Places Are More Than Just Stops: Integrating Move Segments in Place Location Detection from Trajectory Data
摘要
Identifying meaningful places from human trajectories is essential for understanding spatial behavior and human-environment interactions. Existing methods usually detect places from GPS trajectories by identifying and clustering stop segments as potential place locations, while excluding move segments as transportation displacements. However, these approaches are designed to model a specific type of place focused on stationary activities, thus often underestimating the spatial extent of places or overlooking places where movement is part of the activity, such as parks, leading to fragmented detected places that constrain subsequent analyses. This study proposes an alternative conceptual model of place locations, arguing that the locations (or footprints) of places should integrate both stop and move segments, and introduces a corresponding new place location detection method. Building on conventional stop-move detection, the method adaptively aggregates nearby candidate stop and move segments into place locations using a search radius that varies with local built-up area density.
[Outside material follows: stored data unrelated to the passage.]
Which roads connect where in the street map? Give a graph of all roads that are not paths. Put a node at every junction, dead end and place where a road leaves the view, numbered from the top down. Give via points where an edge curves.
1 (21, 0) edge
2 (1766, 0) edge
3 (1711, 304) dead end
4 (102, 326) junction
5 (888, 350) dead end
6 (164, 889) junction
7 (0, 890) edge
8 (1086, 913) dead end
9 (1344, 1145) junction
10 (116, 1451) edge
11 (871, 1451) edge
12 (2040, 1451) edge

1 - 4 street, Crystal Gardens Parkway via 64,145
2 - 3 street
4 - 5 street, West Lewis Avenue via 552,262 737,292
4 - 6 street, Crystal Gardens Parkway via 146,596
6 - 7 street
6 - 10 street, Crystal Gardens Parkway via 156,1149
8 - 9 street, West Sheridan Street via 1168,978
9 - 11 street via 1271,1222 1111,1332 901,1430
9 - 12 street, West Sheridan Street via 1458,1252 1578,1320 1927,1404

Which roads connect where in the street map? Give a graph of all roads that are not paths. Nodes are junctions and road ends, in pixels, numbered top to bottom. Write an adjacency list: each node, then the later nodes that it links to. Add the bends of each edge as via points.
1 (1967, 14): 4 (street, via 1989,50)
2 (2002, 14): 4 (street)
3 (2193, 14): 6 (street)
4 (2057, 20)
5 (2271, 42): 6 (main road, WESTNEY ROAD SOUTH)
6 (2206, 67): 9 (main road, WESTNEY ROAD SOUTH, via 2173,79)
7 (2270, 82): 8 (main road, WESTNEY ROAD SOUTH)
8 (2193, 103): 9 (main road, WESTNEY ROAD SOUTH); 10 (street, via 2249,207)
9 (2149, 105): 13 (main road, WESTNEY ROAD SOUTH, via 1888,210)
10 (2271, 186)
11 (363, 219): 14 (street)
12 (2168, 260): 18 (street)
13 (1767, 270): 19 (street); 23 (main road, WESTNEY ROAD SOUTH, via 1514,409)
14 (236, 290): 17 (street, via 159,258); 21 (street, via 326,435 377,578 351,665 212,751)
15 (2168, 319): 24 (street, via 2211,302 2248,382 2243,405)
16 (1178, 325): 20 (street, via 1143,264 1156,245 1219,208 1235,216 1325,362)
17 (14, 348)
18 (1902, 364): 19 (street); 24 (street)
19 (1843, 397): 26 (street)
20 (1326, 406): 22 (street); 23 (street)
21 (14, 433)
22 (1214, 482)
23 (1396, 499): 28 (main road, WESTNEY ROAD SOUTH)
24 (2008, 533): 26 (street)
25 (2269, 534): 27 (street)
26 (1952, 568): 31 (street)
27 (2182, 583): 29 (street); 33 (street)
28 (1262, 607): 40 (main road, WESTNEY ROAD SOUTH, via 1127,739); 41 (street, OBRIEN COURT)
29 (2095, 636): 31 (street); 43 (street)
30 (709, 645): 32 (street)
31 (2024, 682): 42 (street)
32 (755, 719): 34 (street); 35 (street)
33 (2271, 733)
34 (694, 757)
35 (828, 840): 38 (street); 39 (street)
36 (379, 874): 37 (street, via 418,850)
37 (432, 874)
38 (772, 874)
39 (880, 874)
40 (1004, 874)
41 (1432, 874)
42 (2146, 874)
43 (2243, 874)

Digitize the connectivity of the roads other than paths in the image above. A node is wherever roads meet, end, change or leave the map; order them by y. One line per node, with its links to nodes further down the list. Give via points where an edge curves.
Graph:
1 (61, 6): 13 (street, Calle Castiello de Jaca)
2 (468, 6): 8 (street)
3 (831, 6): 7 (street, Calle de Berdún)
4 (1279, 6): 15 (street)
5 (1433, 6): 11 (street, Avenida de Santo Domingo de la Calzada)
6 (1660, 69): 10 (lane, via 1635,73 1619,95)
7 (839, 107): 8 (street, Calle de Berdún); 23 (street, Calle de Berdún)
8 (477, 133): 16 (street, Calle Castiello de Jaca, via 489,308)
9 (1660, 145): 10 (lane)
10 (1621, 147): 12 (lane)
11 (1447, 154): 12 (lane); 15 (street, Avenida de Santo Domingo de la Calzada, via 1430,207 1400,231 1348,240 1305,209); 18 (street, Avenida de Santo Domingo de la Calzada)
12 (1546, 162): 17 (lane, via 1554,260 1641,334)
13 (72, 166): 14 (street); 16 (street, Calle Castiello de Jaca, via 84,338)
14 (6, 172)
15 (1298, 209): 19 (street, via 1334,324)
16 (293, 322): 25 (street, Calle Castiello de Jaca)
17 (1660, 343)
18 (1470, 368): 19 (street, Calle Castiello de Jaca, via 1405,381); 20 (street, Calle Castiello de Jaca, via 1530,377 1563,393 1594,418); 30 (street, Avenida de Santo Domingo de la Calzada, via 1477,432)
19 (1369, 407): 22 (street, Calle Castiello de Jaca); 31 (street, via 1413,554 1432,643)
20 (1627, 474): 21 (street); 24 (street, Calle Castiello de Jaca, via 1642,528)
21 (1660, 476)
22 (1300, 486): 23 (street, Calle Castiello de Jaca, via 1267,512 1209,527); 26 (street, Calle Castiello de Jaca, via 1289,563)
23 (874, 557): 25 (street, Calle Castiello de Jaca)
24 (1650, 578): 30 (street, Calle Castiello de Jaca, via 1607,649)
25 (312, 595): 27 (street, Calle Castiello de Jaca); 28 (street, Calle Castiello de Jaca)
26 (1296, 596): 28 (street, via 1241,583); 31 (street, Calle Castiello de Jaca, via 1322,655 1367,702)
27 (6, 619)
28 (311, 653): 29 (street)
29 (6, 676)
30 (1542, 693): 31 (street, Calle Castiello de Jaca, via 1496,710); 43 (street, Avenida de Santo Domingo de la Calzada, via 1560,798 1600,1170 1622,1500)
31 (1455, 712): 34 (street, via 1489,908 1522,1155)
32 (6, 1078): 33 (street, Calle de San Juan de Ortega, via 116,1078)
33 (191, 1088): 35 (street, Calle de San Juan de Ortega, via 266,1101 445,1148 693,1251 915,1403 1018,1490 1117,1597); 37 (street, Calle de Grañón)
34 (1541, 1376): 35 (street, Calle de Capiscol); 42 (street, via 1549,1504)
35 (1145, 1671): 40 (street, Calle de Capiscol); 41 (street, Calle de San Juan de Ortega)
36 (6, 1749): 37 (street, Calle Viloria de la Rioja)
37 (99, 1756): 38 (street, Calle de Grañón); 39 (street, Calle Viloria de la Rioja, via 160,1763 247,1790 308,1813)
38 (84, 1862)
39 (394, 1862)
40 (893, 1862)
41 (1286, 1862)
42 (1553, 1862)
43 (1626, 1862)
The radius remains small to preserve distinct clusters in compact urban centers, while expanding to capture broader place extents in rural areas. The method was evaluated using validation data from 145 participants who manually delineated locations of their daily activity places. Compared with a state-of-the-art stops-only algorithm serving as a baseline, our proposed method detected more place locations and captured more complete spatial footprints. The new method performed particularly well in low-density built-up environments, where movement is often part of the place experience. The methodology advances trajectory-based place detection to analyze human behavior, environmental functions, and infrastructure planning.